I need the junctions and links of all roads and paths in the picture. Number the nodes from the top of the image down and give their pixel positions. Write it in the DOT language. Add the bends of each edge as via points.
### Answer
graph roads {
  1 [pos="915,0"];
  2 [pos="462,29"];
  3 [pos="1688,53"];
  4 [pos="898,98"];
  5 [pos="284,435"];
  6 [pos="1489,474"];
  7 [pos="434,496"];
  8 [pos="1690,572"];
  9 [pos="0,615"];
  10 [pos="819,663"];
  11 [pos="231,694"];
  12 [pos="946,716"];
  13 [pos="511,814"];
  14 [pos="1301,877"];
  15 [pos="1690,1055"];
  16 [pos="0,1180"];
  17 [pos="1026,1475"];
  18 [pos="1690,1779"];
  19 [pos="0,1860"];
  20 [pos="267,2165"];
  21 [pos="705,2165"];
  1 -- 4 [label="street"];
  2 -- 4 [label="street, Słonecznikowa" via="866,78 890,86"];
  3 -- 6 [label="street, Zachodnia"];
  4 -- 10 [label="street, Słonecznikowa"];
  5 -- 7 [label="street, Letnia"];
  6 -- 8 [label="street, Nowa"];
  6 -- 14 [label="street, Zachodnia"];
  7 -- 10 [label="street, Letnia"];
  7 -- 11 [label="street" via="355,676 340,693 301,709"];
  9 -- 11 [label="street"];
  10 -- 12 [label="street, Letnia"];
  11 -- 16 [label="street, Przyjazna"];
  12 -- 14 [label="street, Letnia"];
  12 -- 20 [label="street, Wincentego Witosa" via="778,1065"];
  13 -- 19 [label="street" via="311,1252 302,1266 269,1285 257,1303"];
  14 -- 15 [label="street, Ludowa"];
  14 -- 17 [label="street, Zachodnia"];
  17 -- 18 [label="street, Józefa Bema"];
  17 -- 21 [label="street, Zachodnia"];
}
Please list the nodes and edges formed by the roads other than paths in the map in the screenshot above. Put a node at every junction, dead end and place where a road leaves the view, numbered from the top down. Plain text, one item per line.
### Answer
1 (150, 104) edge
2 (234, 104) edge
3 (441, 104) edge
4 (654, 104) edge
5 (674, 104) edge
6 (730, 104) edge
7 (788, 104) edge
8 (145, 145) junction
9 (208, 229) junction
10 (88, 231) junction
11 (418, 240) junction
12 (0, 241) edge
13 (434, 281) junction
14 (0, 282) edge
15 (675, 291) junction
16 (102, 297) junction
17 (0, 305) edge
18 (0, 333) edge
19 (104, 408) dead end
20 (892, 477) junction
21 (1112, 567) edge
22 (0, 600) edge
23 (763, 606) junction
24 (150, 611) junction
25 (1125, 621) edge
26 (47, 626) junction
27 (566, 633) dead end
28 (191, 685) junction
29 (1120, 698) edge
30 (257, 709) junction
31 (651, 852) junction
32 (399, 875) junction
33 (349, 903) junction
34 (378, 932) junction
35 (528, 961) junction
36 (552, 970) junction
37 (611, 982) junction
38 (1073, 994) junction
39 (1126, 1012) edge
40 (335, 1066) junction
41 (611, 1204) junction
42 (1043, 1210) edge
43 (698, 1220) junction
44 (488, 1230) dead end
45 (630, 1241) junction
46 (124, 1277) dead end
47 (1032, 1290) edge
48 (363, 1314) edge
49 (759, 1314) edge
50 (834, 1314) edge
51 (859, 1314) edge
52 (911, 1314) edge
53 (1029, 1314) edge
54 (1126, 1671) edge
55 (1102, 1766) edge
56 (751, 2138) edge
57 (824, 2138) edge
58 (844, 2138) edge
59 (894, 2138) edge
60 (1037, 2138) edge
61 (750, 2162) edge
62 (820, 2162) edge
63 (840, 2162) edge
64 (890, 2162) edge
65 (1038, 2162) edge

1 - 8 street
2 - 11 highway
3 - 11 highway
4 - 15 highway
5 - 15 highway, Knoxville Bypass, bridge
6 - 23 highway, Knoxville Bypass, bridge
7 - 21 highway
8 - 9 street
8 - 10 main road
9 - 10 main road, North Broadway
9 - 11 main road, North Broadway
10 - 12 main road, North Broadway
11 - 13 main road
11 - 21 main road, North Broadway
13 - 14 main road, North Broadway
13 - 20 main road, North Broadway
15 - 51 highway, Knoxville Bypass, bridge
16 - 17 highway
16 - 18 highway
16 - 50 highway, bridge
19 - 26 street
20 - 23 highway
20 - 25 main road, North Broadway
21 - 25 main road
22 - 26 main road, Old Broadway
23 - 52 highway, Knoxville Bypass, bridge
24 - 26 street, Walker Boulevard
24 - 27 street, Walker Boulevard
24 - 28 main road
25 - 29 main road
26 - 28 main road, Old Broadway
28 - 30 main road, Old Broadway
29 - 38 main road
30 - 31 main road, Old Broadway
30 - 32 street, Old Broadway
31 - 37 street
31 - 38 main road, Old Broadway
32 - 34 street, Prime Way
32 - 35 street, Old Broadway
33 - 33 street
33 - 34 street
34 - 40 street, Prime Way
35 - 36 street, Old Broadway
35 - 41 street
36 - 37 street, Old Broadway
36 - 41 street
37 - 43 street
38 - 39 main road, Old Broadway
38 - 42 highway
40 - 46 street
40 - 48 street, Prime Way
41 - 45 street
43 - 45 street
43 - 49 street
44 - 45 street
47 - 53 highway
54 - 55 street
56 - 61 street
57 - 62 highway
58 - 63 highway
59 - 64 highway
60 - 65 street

Activity: Across the whole listing above, report each line that includes "Walker".

Exercise answer:
24 - 26 street, Walker Boulevard
24 - 27 street, Walker Boulevard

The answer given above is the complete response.